Debates and discussions in 2010 cover conflict in Kashmir, democracy and freedom in Asia, Afghanistan, migration and displacement, Persian Gulf economies, and the development of Pakistani fiction.

====Authors====
The Festival has grown to include events for both adults and children and encompassing music, travel, politics, business, cooking as well as fiction.
Authors appearing in 2010 are: Fatima Bhutto, William Dalrymple, Yasmin Alibhai-Brown, Janine di Giovanni, Chang-rae Lee, Atiq Rahimi, Peter Marsden, Daljit Nagra, Moniza Alvi, Imtiaz Dharker, Kavita Jindal, Hirsh Sawhney, Glen Peters, Diane Wei Liang, Michael Booth, John Kampfner, Humphrey Hawksley, Basharat Peer, Victoria Schofield, Justine Hardy, Jaspreet Singh, Neel Mukherjee, Tishani Doshi, Nitasha Kaul, Azadeh Moaveni, Persian Gulf experts Christopher Davidson and Jim Krane, Ali Sethi, Aamer Hussein, Francis Pike and 2008 Man Asian Prize winner Miguel Syjuco.

====Children's authors and artists====
Elizabeth Laird, Seema Anand, Nilesh Mistry and Prodeepta Das.

====Dates====
The 2010 Asia House Festival of Asian Literature ran from 5–27 May 2010 at Asia House.

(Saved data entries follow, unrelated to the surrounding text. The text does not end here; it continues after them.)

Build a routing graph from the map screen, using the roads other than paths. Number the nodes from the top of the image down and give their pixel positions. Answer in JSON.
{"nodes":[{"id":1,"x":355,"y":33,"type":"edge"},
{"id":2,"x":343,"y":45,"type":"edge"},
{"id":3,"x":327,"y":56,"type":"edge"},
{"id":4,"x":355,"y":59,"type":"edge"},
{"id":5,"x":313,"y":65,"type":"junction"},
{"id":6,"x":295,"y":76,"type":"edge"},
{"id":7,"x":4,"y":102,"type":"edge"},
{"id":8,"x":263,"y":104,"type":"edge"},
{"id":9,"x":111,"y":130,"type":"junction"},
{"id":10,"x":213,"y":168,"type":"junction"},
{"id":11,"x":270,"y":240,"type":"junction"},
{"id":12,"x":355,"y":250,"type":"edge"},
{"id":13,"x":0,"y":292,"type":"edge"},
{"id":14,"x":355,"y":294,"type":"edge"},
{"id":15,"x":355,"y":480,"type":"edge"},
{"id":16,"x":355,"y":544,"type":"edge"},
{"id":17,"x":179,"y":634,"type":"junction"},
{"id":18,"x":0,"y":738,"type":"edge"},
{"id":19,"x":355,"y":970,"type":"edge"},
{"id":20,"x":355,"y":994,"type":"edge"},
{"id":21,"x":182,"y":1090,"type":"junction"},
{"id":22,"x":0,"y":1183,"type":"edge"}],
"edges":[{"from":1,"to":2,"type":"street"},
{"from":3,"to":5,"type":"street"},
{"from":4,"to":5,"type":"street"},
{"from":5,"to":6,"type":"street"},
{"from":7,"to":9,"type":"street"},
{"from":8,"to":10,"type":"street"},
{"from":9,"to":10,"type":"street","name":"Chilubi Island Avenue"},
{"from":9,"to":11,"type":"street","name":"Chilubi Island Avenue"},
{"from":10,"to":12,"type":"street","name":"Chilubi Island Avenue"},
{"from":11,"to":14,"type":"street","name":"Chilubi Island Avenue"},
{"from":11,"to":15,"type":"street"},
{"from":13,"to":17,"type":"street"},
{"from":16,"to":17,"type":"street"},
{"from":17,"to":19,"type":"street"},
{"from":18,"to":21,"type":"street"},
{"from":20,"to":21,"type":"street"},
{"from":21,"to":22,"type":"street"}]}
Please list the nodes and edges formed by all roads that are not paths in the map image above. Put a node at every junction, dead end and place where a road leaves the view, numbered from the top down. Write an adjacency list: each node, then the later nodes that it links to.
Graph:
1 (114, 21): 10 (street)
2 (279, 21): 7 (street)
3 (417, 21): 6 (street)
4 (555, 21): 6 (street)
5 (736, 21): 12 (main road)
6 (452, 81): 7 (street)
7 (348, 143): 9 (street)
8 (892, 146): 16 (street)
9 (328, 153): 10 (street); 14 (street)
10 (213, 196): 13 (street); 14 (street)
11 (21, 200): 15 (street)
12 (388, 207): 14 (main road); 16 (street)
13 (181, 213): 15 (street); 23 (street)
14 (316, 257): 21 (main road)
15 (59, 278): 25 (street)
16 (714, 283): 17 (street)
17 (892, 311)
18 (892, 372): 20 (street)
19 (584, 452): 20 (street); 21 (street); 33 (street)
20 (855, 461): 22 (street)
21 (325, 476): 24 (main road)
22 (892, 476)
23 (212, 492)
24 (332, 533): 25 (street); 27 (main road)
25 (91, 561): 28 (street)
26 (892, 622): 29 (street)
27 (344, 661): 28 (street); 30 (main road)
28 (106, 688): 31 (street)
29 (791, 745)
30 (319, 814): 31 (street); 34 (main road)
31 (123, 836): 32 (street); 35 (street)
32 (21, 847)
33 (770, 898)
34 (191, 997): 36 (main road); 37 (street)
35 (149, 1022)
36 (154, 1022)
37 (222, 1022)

Pre Festival events took place in March, April and June, 2010.

===2011 programme===
====Authors====
Colin Thubron, Zaiba Malik, Nikesh Shukla, Tahmima Anam, Ching-He Huang, Prajwal Parajuly, Wendy Law Yone, Moni Mohsin, Rachel Cusk, Mimi Khalvati, Ziba Karbassi, Stephen Watts, Mirza Waheed, Roma Tearne, Daisy Hasan, Tamara Chalabi, Ali Allawi, Angela Saini, Amanda Devi, Abdulrazak Gurnah, Tabish Khair, and Hanif Kureishi.

The 2011 Asia House Festival of Asian Literature will run from 10–26 May at Asia House.

==Asia House==
Asia House is the home of the Festival of Asian Literature. Founded in 1996 by former UK diplomat Sir Peter Wakefield, it is the leading Pan-Asian organisation in the UK. A non-profit, non-political body, its geographical remit extends from the Persian Gulf in the West to Indonesia in the East.

Its mission is to “engage with the Century of Asia” by promoting a greater understanding of the distinctive and varied cultures, arts, religions, and commercial opportunities presented by the growing and vibrant countries of Asia.

In 2005, Asia House moved into its headquarters at 63 New Cavendish Street in Marylebone, Central London. Based in a listed, John Adam style 18th-century townhouse, featuring a gallery, library, café, and three reception rooms, it provides a focal point for people to meet and exchange ideas.